Rather an appropriate crossword for a Flying Tortoise to produce (though I hope his shell survived the fall) and how enjoyable. We were surprised by the small grid and, after speedy confirmation that Flying Tortoise retains his membership of the Listener Drinkie Club, (‘Ship 7 innkeeper’s bottles (3)’ where 7 gave us ROBOT, which, of course, bottles an OBO, a ship; then ‘Fear coin’s lost for Jean’s drink trip (8, two words)’ giving us FEAR COIN* = CAFe NOIR) we raced through a speedy solve of the clues.
Some unusual words there; LENITES for ‘softens’, GROSSART for a Scottish gooseberry, WOLOF for African people, that unusual spelling of TATU. However, the extra words did sometimes stand out and we teased out a message ‘CUT OUT PRINTED L AND S, HALVE GRID VERTICALLY, PLACE R(ight) HALF ABOVE, SLIDE STRIPS OF THREE ROWS, HIGHLIGHT SITE.’

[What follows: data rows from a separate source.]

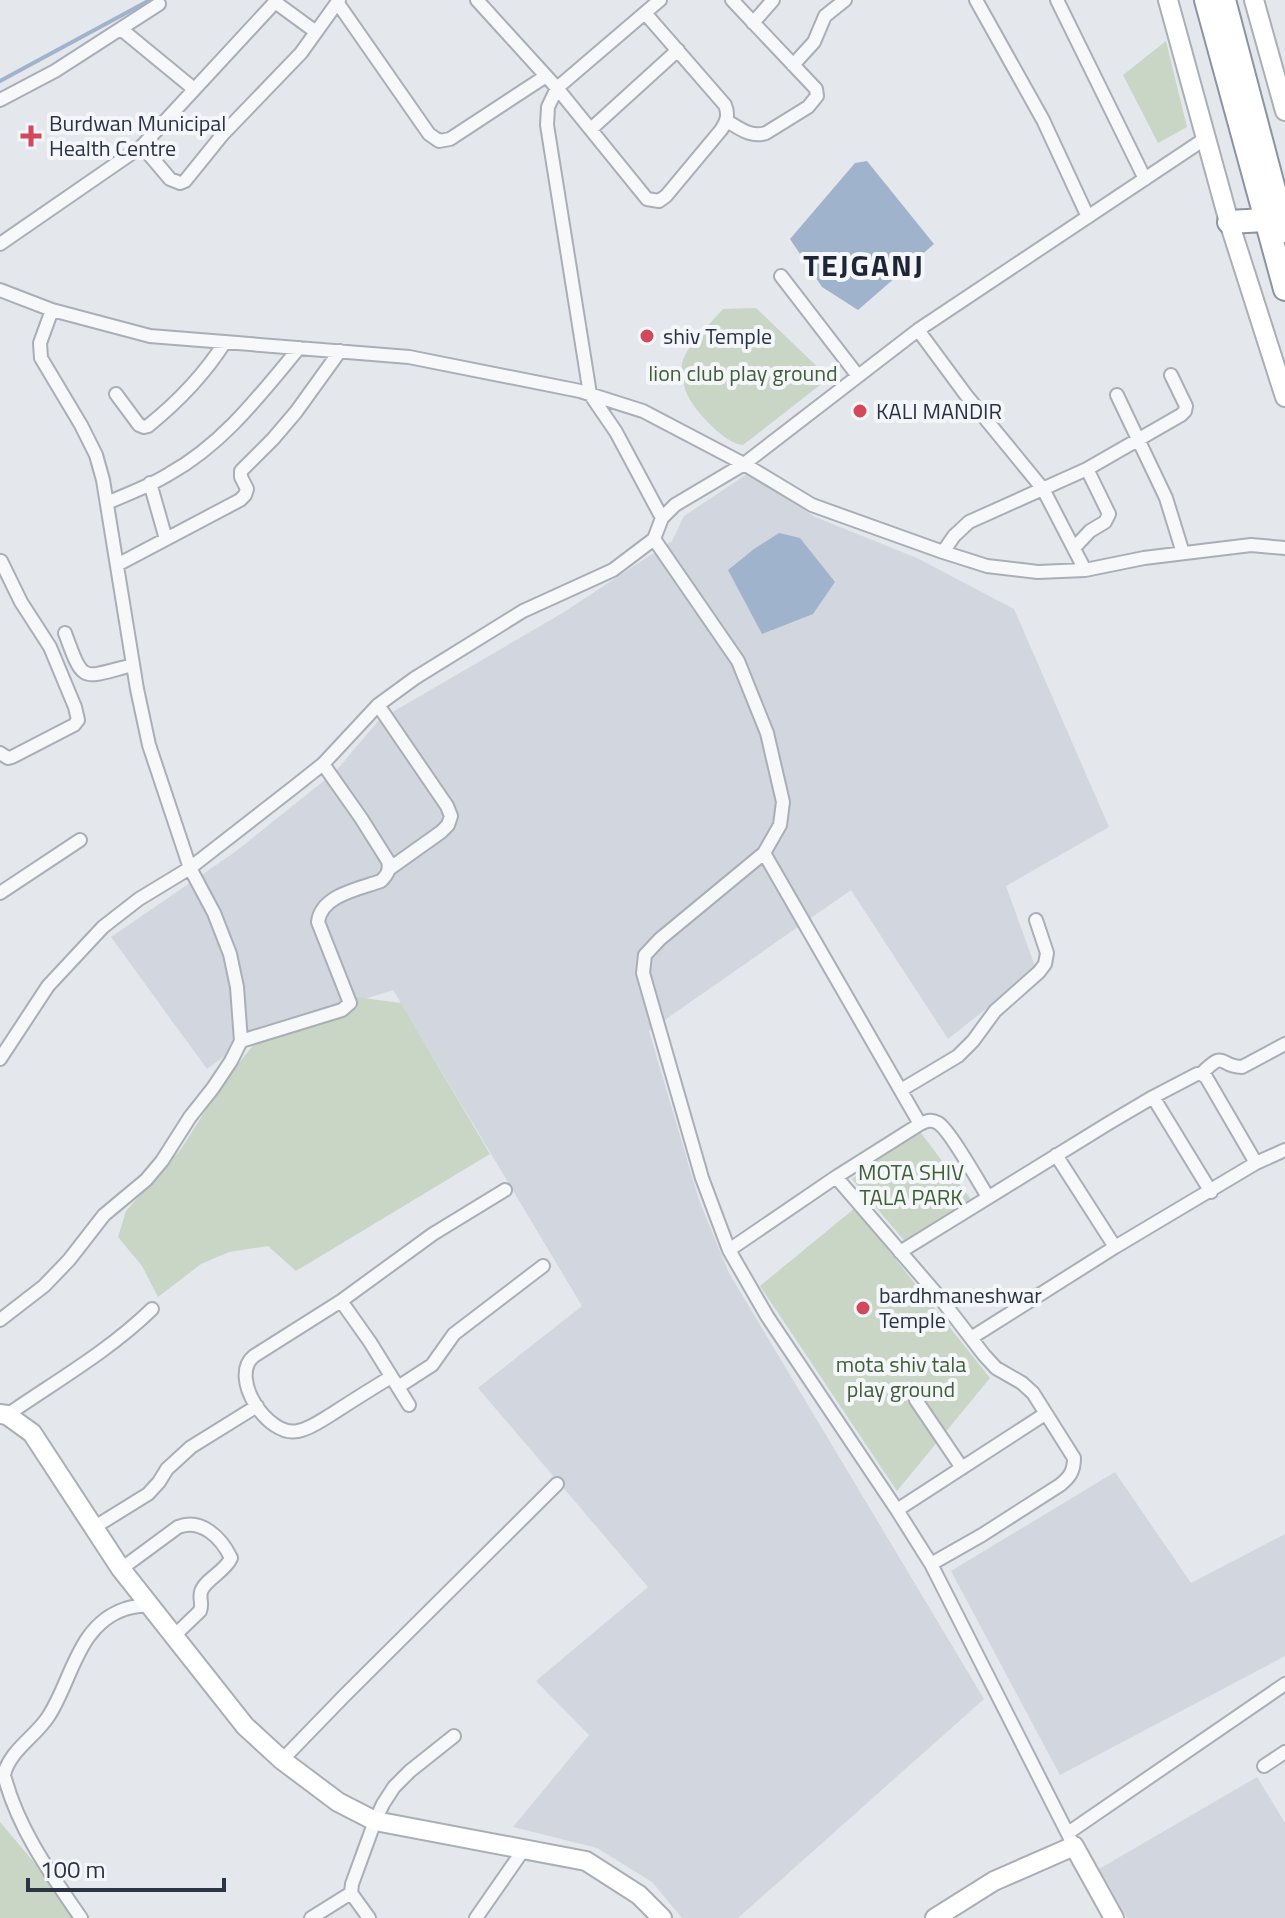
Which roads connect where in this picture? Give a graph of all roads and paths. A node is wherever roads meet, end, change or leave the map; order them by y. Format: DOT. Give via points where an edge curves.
graph roads {
  1 [pos="477,0"];
  2 [pos="660,0"];
  3 [pos="732,0"];
  4 [pos="773,0"];
  5 [pos="845,0"];
  6 [pos="976,0"];
  7 [pos="1057,0"];
  8 [pos="1168,0"];
  9 [pos="1206,0"];
  10 [pos="1224,0"];
  11 [pos="1254,0"];
  12 [pos="276,1"];
  13 [pos="338,1"];
  14 [pos="159,4"];
  15 [pos="645,13"];
  16 [pos="753,23"];
  17 [pos="121,29"];
  18 [pos="316,32"];
  19 [pos="678,50"];
  20 [pos="793,65"];
  21 [pos="546,76"];
  22 [pos="1280,76"];
  23 [pos="557,88"];
  24 [pos="194,89"];
  25 [pos="0,100"];
  26 [pos="1285,111"];
  27 [pos="727,121"];
  28 [pos="591,129"];
  29 [pos="1206,138"];
  30 [pos="142,146"];
  31 [pos="1145,179"];
  32 [pos="1088,217"];
  33 [pos="1265,220"];
  34 [pos="1229,222"];
  35 [pos="1285,231"];
  36 [pos="0,244"];
  37 [pos="781,276"];
  38 [pos="1285,289"];
  39 [pos="0,290"];
  40 [pos="52,310"];
  41 [pos="918,330"];
  42 [pos="225,342"];
  43 [pos="299,348"];
  44 [pos="340,351"];
  45 [pos="1171,375"];
  46 [pos="858,376"];
  47 [pos="116,394"];
  48 [pos="590,394"];
  49 [pos="1117,395"];
  50 [pos="1285,397"];
  51 [pos="1138,438"];
  52 [pos="744,464"];
  53 [pos="1087,469"];
  54 [pos="150,483"];
  55 [pos="1043,489"];
  56 [pos="107,503"];
  57 [pos="662,518"];
  58 [pos="166,539"];
  59 [pos="654,539"];
  60 [pos="1074,548"];
  61 [pos="1285,548"];
  62 [pos="0,549"];
  63 [pos="943,552"];
  64 [pos="1183,553"];
  65 [pos="0,562"];
  66 [pos="117,565"];
  67 [pos="1085,570"];
  68 [pos="65,633"];
  69 [pos="133,665"];
  70 [pos="378,705"];
  71 [pos="0,753"];
  72 [pos="323,764"];
  73 [pos="80,840"];
  74 [pos="764,853"];
  75 [pos="190,868"];
  76 [pos="389,869"];
  77 [pos="0,893"];
  78 [pos="1036,920"];
  79 [pos="241,1041"];
  80 [pos="1285,1044"];
  81 [pos="0,1059"];
  82 [pos="1201,1074"];
  83 [pos="901,1090"];
  84 [pos="1153,1097"];
  85 [pos="920,1124"];
  86 [pos="1285,1150"];
  87 [pos="1056,1155"];
  88 [pos="1256,1163"];
  89 [pos="836,1177"];
  90 [pos="505,1190"];
  91 [pos="1211,1192"];
  92 [pos="988,1197"];
  93 [pos="1115,1247"];
  94 [pos="729,1250"];
  95 [pos="900,1252"];
  96 [pos="543,1266"];
  97 [pos="341,1301"];
  98 [pos="152,1309"];
  99 [pos="0,1320"];
  100 [pos="971,1338"];
  101 [pos="395,1382"];
  102 [pos="916,1400"];
  103 [pos="409,1405"];
  104 [pos="257,1406"];
  105 [pos="3,1414"];
  106 [pos="1045,1414"];
  107 [pos="962,1468"];
  108 [pos="557,1484"];
  109 [pos="897,1510"];
  110 [pos="93,1528"];
  111 [pos="931,1564"];
  112 [pos="121,1569"];
  113 [pos="149,1605"];
  114 [pos="174,1636"];
  115 [pos="1285,1684"];
  116 [pos="454,1736"];
  117 [pos="1285,1752"];
  118 [pos="282,1760"];
  119 [pos="1264,1766"];
  120 [pos="375,1821"];
  121 [pos="1071,1839"];
  122 [pos="524,1849"];
  123 [pos="351,1893"];
  124 [pos="81,1918"];
  125 [pos="311,1918"];
  126 [pos="369,1918"];
  127 [pos="476,1918"];
  128 [pos="662,1918"];
  129 [pos="935,1918"];
  130 [pos="1114,1918"];
  1 -- 21 [label="street"];
  2 -- 15 [label="street"];
  3 -- 16 [label="street"];
  4 -- 16 [label="street"];
  5 -- 20 [label="street" via="825,16 814,42"];
  6 -- 32 [label="street" via="1043,120"];
  7 -- 31 [label="street"];
  8 -- 29 [label="street"];
  9 -- 33 [label="highway"];
  10 -- 35 [label="highway"];
  11 -- 22 [label="street"];
  12 -- 18 [label="street"];
  12 -- 24 [label="street"];
  13 -- 18 [label="street"];
  13 -- 21 [label="street" via="429,134 439,141 450,139"];
  14 -- 17 [label="street"];
  15 -- 19 [label="street"];
  15 -- 23 [label="street"];
  16 -- 20 [label="street"];
  17 -- 24 [label="street"];
  17 -- 25 [label="street"];
  18 -- 30 [label="street" via="185,181 170,179"];
  19 -- 27 [label="street" via="725,105"];
  19 -- 28 [label="street"];
  20 -- 27 [label="street" via="816,89 808,107 759,135"];
  21 -- 23 [label="street"];
  22 -- 26 [label="street"];
  23 -- 28 [label="street"];
  23 -- 48 [label="street" via="547,125"];
  24 -- 30 [label="street"];
  27 -- 28 [label="street" via="659,201 647,199"];
  29 -- 31 [label="street"];
  29 -- 34 [label="street"];
  30 -- 36 [label="street"];
  31 -- 32 [label="street"];
  32 -- 41 [label="street"];
  33 -- 34 [label="highway"];
  33 -- 38 [label="highway"];
  34 -- 50 [label="street"];
  37 -- 46 [label="street"];
  39 -- 40 [label="street"];
  40 -- 42 [label="street" via="150,336"];
  40 -- 56 [label="street" via="40,343 41,358 96,455"];
  41 -- 46 [label="street"];
  41 -- 55 [label="street"];
  42 -- 43 [label="street"];
  42 -- 47 [label="street" via="196,382 148,426 139,425"];
  43 -- 44 [label="street"];
  43 -- 54 [label="street" via="228,430 199,455"];
  44 -- 48 [label="street" via="409,357"];
  44 -- 58 [label="street" via="296,412 241,471 245,495"];
  45 -- 51 [label="street" via="1185,411"];
  46 -- 52 [label="street"];
  48 -- 52 [label="street" via="643,411"];
  48 -- 57 [label="street"];
  49 -- 51 [label="street"];
  51 -- 53 [label="street"];
  51 -- 64 [label="street" via="1166,498"];
  52 -- 57 [label="street"];
  52 -- 63 [label="street" via="812,505"];
  53 -- 55 [label="street"];
  53 -- 60 [label="street" via="1109,514"];
  54 -- 56 [label="street"];
  54 -- 58 [label="street"];
  55 -- 60 [label="street"];
  55 -- 63 [label="street" via="969,522"];
  56 -- 66 [label="street"];
  57 -- 59 [label="street"];
  58 -- 66 [label="street"];
  59 -- 70 [label="street" via="613,570 523,611"];
  59 -- 74 [label="street" via="738,661 767,733 783,802 780,825"];
  60 -- 67 [label="street"];
  61 -- 64 [label="street" via="1251,545"];
  62 -- 65 [label="street"];
  63 -- 67 [label="street" via="987,566"];
  64 -- 67 [label="street"];
  65 -- 71 [label="street" via="50,647 78,720 12,757"];
  66 -- 69 [label="street"];
  68 -- 69 [label="street" via="76,664 86,674"];
  69 -- 75 [label="street" via="149,745"];
  70 -- 72 [label="street"];
  70 -- 76 [label="street" via="451,816 441,832"];
  72 -- 75 [label="street"];
  72 -- 76 [label="street"];
  73 -- 77 [label="street"];
  74 -- 83 [label="street"];
  74 -- 94 [label="street" via="660,939 645,955 643,973 702,1178"];
  75 -- 79 [label="street" via="230,954"];
  75 -- 81 [label="street" via="103,927 48,986"];
  76 -- 79 [label="street" via="381,881 330,900 319,913 349,998 347,1007"];
  78 -- 83 [label="street" via="1047,953 1039,972 995,1011 958,1056"];
  79 -- 99 [label="street" via="146,1180 104,1215 44,1286"];
  80 -- 82 [label="street" via="1242,1067 1217,1060"];
  82 -- 84 [label="street"];
  82 -- 88 [label="street"];
  83 -- 85 [label="street"];
  84 -- 87 [label="street"];
  84 -- 91 [label="street"];
  85 -- 89 [label="street"];
  85 -- 92 [label="street" via="929,1120 942,1125"];
  86 -- 88 [label="street"];
  87 -- 92 [label="street"];
  87 -- 93 [label="street"];
  88 -- 91 [label="street"];
  89 -- 94 [label="street"];
  89 -- 95 [label="street"];
  90 -- 97 [label="street"];
  91 -- 93 [label="street"];
  92 -- 95 [label="street"];
  93 -- 100 [label="street"];
  94 -- 109 [label="street"];
  95 -- 100 [label="street"];
  96 -- 101 [label="street" via="454,1334 432,1365"];
  97 -- 101 [label="street"];
  97 -- 104 [label="street" via="249,1360 244,1375"];
  98 -- 105 [label="street" via="114,1342"];
  100 -- 106 [label="street" via="996,1368 1033,1393"];
  101 -- 103 [label="street"];
  101 -- 104 [label="street" via="300,1431 277,1428"];
  102 -- 107 [label="street"];
  104 -- 110 [label="street" via="191,1447 148,1494"];
  105 -- 110 [label="street" via="32,1433"];
  106 -- 107 [label="street"];
  106 -- 111 [label="street" via="1074,1458 1068,1478"];
  107 -- 109 [label="street"];
  108 -- 118 [label="street"];
  109 -- 111 [label="street"];
  110 -- 112 [label="street"];
  111 -- 121 [label="street"];
  112 -- 113 [label="street"];
  112 -- 114 [label="street" via="186,1524 204,1527 229,1553 226,1567 203,1588 200,1611"];
  113 -- 114 [label="street"];
  113 -- 124 [label="street" via="124,1609 104,1620 85,1642 48,1718 11,1758 4,1775 36,1851"];
  114 -- 118 [label="street" via="245,1726"];
  115 -- 121 [label="street"];
  116 -- 120 [label="street" via="394,1787"];
  117 -- 119 [label="street"];
  118 -- 120 [label="street" via="338,1802"];
  120 -- 122 [label="street"];
  120 -- 123 [label="street"];
  121 -- 129 [label="street"];
  121 -- 130 [label="street"];
  122 -- 127 [label="street"];
  122 -- 128 [label="street" via="586,1861 639,1895"];
  123 -- 125 [label="street"];
  123 -- 126 [label="street"];
}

There was some head scratching now and the other Numpty disappeared to make supper whilst I cut my grid into two and pondered about how I was going to ‘slide strips of three rows’ and use that L and S, since the preamble told us that we were going to be ‘converting the filled grid using all cells’.
I should have poured that G and T and made the supper and left the other, scientific Numpty pondering, as the moment I showed him the vertically divided grid, he said ‘It’s the LEANING TOWER OF PISA’ – and of course it was, with Galileo somewhere up there (according to the possibly apocryphal story) and dropping a large and a small sphere to see whether one or the other reached the ground first.
Of course they hit the ground (or one of the hordes of tourists) simultaneously.
So I chopped up my grid and produced a fairly convincing Leaning Tower of Pisa, highlighted, with the L and S ‘spheres’ falling together and a brief description of the experiment’s result and I was left with just one small quandary.
Galileo’s initial was G and his experiment was into g (acceleration due to gravity). We’ve been here before when lots of competitive solvers spoiled their ‘all
correct’ Listener solving runs by putting an upper case B on KOHb. Well, I suppose a capital G (the constant of gravitation) is ‘rather apposite’. I hope so.
To complement my rather rueful interpretation of this maiden flight, I am including the quirky and highly entertaining interpretation of the experiment that came to me from a fellow solver and setter.
I love puzzles which are pictorial. This was a beautiful example. Many thanks Flying Tortoise.